The pitfalls of Lambda that made us switch away

Author’s note

The views expressed in this post are my own and not necessarily those of my employer.

This is a story about how we migrated from Lambda to ECS because of a 2% error rate and limited concurrency controls. And, about how AWS has more recently fixed their error-rate issues and how enhancements to concurrency controls could win us back to Lambda.

When I first started at Knock in 2018, we were running our entire stack on AWS EC2 instances that we were manually managing.

As a result, it was painful to scale and maintain our infrastructure, and we were wasting money as we were unable to distribute our resource consumption. We were considering a managed container service like AWS Elastic Container Service (ECS) and AWS’s most recent serverless option, Lambda.

AWS claimed that Lambda was a reliable, feature-rich environment that abstracts away any notion of having to manage a server, and we were excited about the prospect of just being able to focus on the code.

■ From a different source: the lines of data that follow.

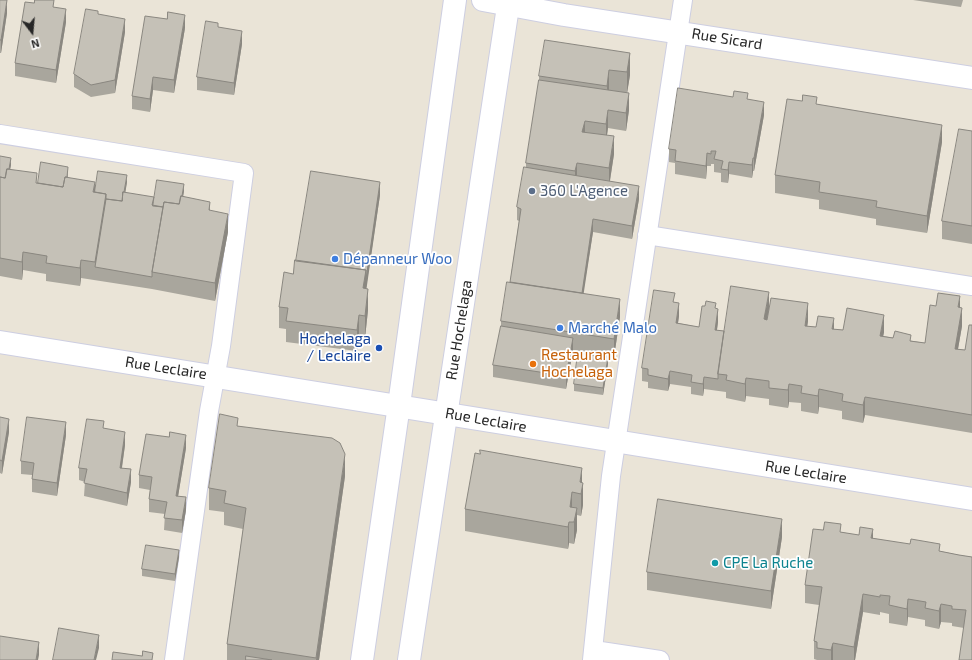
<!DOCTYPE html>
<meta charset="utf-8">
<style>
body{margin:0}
#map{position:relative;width:972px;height:660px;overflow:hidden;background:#eae4d7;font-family:"Exo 2",sans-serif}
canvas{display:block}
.north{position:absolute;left:12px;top:12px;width:40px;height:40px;-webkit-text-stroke:3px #fff;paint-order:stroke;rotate:164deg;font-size:11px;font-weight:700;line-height:16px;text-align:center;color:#272727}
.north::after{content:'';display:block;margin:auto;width:14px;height:18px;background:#272727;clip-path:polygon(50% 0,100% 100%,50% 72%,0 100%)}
</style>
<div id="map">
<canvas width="972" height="660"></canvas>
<div class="north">N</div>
</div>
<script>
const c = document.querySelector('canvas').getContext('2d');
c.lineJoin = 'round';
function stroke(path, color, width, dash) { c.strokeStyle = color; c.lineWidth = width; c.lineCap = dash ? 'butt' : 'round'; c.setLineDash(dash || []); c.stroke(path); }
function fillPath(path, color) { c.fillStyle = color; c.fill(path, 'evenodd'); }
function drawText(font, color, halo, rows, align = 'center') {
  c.font = font + ' "Exo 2",sans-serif'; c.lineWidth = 3.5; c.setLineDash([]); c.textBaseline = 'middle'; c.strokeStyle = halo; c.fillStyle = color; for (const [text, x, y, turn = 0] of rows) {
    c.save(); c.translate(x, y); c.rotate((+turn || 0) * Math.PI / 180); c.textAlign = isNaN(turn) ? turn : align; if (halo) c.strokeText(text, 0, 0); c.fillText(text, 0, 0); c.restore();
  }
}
const service = new Path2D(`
 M0,134L244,173L221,346L209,411L174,660
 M647,235L972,286
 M594,650L660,660
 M592,660L611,476L683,0`);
const minor = new Path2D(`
 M483,0L564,15L972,78
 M0,342C324,393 648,447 972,499`);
const secondary = new Path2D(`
 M362,660L399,405L455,0
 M409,660L509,0`);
const wall = new Path2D(`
 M0,0L7,13L1,53H0Z
 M913,0H963L961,7Z
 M54,7L66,22L56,83L15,76V63Z
 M98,14L125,32L115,93L91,97L74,87V74Z
 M185,28L174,93L153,90L150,112L132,109V96Z
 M242,44L234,95L197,90V77Z
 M630,53V75L627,92L629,110L626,131L608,128L607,135L614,154L610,181L639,199L632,239L593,232L583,293L620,317L614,357L573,350L566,389L493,377V365L501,326V321L510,282L519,221L517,220V207L526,168V163L539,80V76Z
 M748,99L764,115L754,171H753L752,178L729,174L728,183L721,182V173L714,172V164H711V166H707L706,179L675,174V163L669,162V149Z
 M817,105L942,142L927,233L876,225V219L819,209V200L775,193V175Z
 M972,131V244L942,239V221Z
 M0,156L11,165L10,169L37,183L68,173V177L95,192L127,182L125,192L154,202L184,191L183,196L210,211L228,232L215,301L152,289L81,278L80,286L46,281V274L23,270L22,280L0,276Z
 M380,195L366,288L368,310L365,338L359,337L357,351L286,342V329L279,328V307L293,274L296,261Z
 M675,302L679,316L678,323L699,327L716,309L718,322L717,330L724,331L769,309L767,320L808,321L807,326L843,330L884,332L883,336L925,343L936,306L960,308L962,326L958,349L965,350L972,325V433L865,415L863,423L842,419V411L819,407L818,414L801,411V403L789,402L788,408L769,405V399L746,396L745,402L726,398V392L704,389L703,396L691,394V387L670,384L668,391L648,388V382L642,381V368Z
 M608,364L603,395L574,391V384Z
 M0,417L9,432L2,474L0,473Z
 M238,426L345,476L319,660H227V644L243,529L224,525V512L209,510V488Z
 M104,428L125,445L122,468L131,482L127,506L84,496L85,482L79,480V468Z
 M66,435L57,496L32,492V475L21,474V461Z
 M186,448L178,496L186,510L182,533L164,530L165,514L149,512V499L150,490L139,488V475Z
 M582,483L583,505L581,516L577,515V530L574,544L569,543L568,549L465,531V509Z
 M841,532L940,551L959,555L972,557V660L964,628L952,626V623L941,622L939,629L925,626V620L908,617L907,626L889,623V614L880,612V615L863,612L855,660H817L814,659V641L819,605L805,603V585Z
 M782,537L771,609L647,590V572Z
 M179,557L175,581L142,576V569Z`);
const shadedWall = new Path2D(`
 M7,0V13L1,53V40Z
 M66,9V22L56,83V70Z
 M185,15V28L174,93V80Z
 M125,19V32L115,93V80Z
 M242,31V44L234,95V83Z
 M630,53V75L627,94V72Z
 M609,70V91L607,107V86Z
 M153,77V90L150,112V99Z
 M629,93V110L626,131V113Z
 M764,102V115L754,171V158Z
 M608,110V128L606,142V124Z
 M585,121V139L582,132Z
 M942,125V142L927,233V216Z
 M614,136V154L609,186V168Z
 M707,153V166L706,179V166Z
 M11,158V165L5,196V189Z
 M753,158V171L752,178V165Z
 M729,162V174L728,183V170Z
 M577,163V180L575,189V171Z
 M127,175V182L122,214V207Z
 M95,182V200L93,192Z
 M380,182V195L366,292L363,288L366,270Z
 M184,184V191L179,222V215Z
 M639,186V199L632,239V226Z
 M106,194V212L95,267V262Z
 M210,202V219L209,210Z
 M228,214V232L215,301V283Z
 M593,219V232L581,311V298Z
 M23,252V270L22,280V262Z
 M81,260V278L80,286V268Z
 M368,289V310L365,338V316Z
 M769,292V309L764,337V319Z
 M960,296V314L958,307Z
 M620,299V317L614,357V339Z
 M679,303V316L676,336V323Z
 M808,303V321L805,343V326Z
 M962,308V326L955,366V349Z
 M718,309V322L715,343V330Z
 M359,315V337L357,351V330Z
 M884,315V332L880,354V336Z
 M834,318V336L832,329Z
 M573,338V351L566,389V376Z
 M608,357V364L603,395V388Z
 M670,371V384L668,391V379Z
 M704,377V389L703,396V384Z
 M746,378V396L745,402V384Z
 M789,384V402L788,408V390Z
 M819,389V407L818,414V396Z
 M865,397V415L863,423V405Z
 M9,419V432L2,474V461Z
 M66,422V435L57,496V483Z
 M125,432V445L120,480V468Z
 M186,435V448L176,509V496Z
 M345,454V476L319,660H316Z
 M582,468V488L583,483V505L581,516V494L580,482Z
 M131,469V482L127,506V493Z
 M572,492V514L570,507Z
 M186,497V510L182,533V520Z
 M577,508V530L574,544V522Z
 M782,519V537L771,609V591Z
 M569,522V543L568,549V527Z
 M873,529V547L871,538Z
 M179,550V557L175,581V574Z
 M863,594V612L855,660H854V647Z
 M908,599V617L907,626V609Z
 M941,604V622L939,629V611Z
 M99,635V648L96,660H94Z
 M39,642V655L38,660H36Z
 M833,643V660H831V650Z`);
const building = new Path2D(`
 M0,0H7L1,40H0Z
 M35,0H54L53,7L66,9L56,70L15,63L25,2L34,3Z
 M86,9L98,11V14L125,19L115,80L91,85L74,74Z
 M168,12L185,15L174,80L153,77L150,99L132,96L145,16L167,19Z
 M206,21L218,23V27L242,31L234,83L197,77Z
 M545,40L630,53L627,72L609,70L607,86L539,76Z
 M539,80L629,93L626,113L608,110L606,124L585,121L582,132L614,136L609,168L577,163L575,171L526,163Z
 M678,88L733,97L734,91L748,93L747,99L764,102L754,158H753L752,165L729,162L728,170L721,169L723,161L714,159L716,151H711V154L707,153L706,166L675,161L676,150L669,149Z
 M803,95L817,97L816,104L942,125L927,216L876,207L877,201L819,192L820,182L775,175L787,99L802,101Z
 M959,129L972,131V226L942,221Z
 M0,156L11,158L9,169H7L5,178L0,177Z
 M41,162L68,167L67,177H65L63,187L38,183Z
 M524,167L639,186L632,226L593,219L582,293L510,282L521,209L517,207Z
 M7,169L37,173L36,183L63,187L65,177L95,182L93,192L106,194L95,262L81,260L80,268L46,263L47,256L23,252L22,262L0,258V177L5,178Z
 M98,171L127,175L124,192H123L122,201L106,199V194L95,192Z
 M311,171L380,182L366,279V270L296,261Z
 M157,180L184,184L182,196H181L179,204L164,202L163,207L153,206Z
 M123,192L154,197L152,205L163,207L152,272V277L95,267L106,199L122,201Z
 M181,196L210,202L209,210L228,214L215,283L152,272L164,202L179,204Z
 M295,260L366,270L363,288L368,289L365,316L359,315L357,330L286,321L288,308L279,307L284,272L293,274Z
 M507,282L620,299L614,339L501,321Z
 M731,286L769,292L764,319L767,320L771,298L808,303L805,326L816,327L818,316L834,318L832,329L843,330L847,308L884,315L880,336L893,338L895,331L911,335L910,341L925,343L930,305L936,306L938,293L960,296L958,307L962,308L955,349L965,350L969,325H972V415L865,397L863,405L842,401L843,394L819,389L818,396L801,393L802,386L789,384L788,390L769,388V381L746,378L745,384L726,380L727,375L718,374Z
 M654,290L675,293L673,302L679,303L676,323L699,327L702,306H705L706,301L716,303L715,308L718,309L715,330L724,331L718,374V379L704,377L703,384L691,382L692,375L670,371L668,379L648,375V369L642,368Z
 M501,326L573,338L566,376L493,365Z
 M578,353L608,357L603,388L574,384Z
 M220,414L238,418L237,426L332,438L340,443L345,454L316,658L227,644L246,508L224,503L226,491L209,488Z
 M0,417L9,419L2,461L0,460Z
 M27,417L66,422L57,483L32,479L34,463L21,461Z
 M87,419L104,421L103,428L125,432L120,468L131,469L127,493L84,483L87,469L79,468Z
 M170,432L186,435L176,496L186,497L182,520L164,518L167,502L149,499L152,477L139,475L146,434L169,437Z
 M480,450L582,468L580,482L583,483L581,494L572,492L570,507L577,508L574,522H569L568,527L465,509L475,453L480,454Z
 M658,499L782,519L771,591L647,572Z
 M825,522L841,524L840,532L859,535L860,527L873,529L871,538L910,544L911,539L940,544L939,551L959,555L972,557V660H959L966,610L952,609V606L941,604L939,611L925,608L926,602L908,599L907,609L889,605L890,596L880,595V597L863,594L854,647L833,643L831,650L817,648V642L814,641L822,587L805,585L813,529L823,530Z
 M146,545L179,550L175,574L142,569Z
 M59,628L99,635L94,660H53Z
 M0,636L39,642L36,660H0Z
 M143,651L153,653L152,660H112L113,652L142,656Z
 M246,656L272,660H246Z`);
const markers = [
 [532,191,4,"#5c6f8a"],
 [335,259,4,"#3f7fe0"],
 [560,328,4,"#3f7fe0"],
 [379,348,4,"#1a4fb4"],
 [533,364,4,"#e8710a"],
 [715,563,4,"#0f9aa8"]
];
const streetNames = [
 ["Rue Sicard",727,39,9],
 ["Rue Hochelaga",459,330,-81],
 ["Rue Leclaire",166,368,9],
 ["Rue Leclaire",486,420,10],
 ["Rue Leclaire",806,472,9]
];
const serviceNames = [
 ["360 L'Agence",540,191]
];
const shopNames = [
 ["Dépanneur Woo",343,259],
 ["Marché Malo",568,328]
];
const transitNames = [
 ["Hochelaga",371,339],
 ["/ Leclaire",371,356]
];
const foodNames = [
 ["Restaurant",541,355],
 ["Hochelaga",541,372]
];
const cultureNames = [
 ["CPE La Ruche",723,563]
];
stroke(service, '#cdcee1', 20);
stroke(minor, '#cdcee1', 24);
stroke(secondary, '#cdcee1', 24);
stroke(service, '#fff', 18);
stroke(minor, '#fff', 22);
stroke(secondary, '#fff', 22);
fillPath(wall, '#a9a69d');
fillPath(shadedWall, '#8a8780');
fillPath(building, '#c5c1b7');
stroke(building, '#8a8780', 1);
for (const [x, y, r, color] of markers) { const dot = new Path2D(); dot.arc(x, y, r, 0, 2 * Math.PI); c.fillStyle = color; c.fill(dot); stroke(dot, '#fff', 1.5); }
drawText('15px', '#272727', '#fff', streetNames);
drawText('15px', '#4e5e75', '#fff', serviceNames, 'left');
drawText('15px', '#366cbe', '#fff', shopNames, 'left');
drawText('15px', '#164399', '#fff', transitNames, 'right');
drawText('15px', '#c56008', '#fff', foodNames, 'left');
drawText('15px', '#0d838f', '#fff', cultureNames, 'left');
</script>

Unfortunately, after a year of using Lambda in production, we observed Lambda was a relatively unreliable technology and when it was used to deliver customer-facing features, a 2% error rate in the AWS layer resulted in a very poor user experience. So, we decided to migrate some of our customer-facing Lambdas to ECS.

Before we dive into the details, I’d like to clarify that this post is not a hate letter to AWS about Lambda.

As you will read later, in 2020, AWS made improvements to Lambda networking, which has almost completely eroded the error rates we were seeing.

This leaves just the concern of concurrency, which is something that can be mitigated in certain use cases, but not all.

Because there is one shared concurrency pool for all your Lambdas, a burst of activity in any of your Lambdas can easily lead to significant throttling of mission-critical functionality, which results in an unacceptable user experience.

Overall, I’m hopeful that AWS will eventually enhance the concurrency model for Lambda and remain committed to the promise of a world where engineers spend less time managing servers.

What Were We Running On Lambda? 🔗

Let’s start by describing the types of services we had running on Lambda, as after all, we can sometimes tolerate latency and failures in certain use cases.

The first class of services comprises a backend of RESTful APIs fronted by API Gateway and backed by a Lambda function for each route.

We had both Node.js (Typescript) and Python code running in this layer. Although the programming language choices here have little impact on what we discuss in this post, they do impact cost and overall Lambda concurrency and latency.

The main callout here is that most of these APIs were being called by frontends synchronously and thus, significant latency and failure is unacceptable as it manifests as downtime to the user.

The second class of services mostly consists of background tasks that read messages from SQS queues and then perform IO operations on RDS instances and S3 buckets.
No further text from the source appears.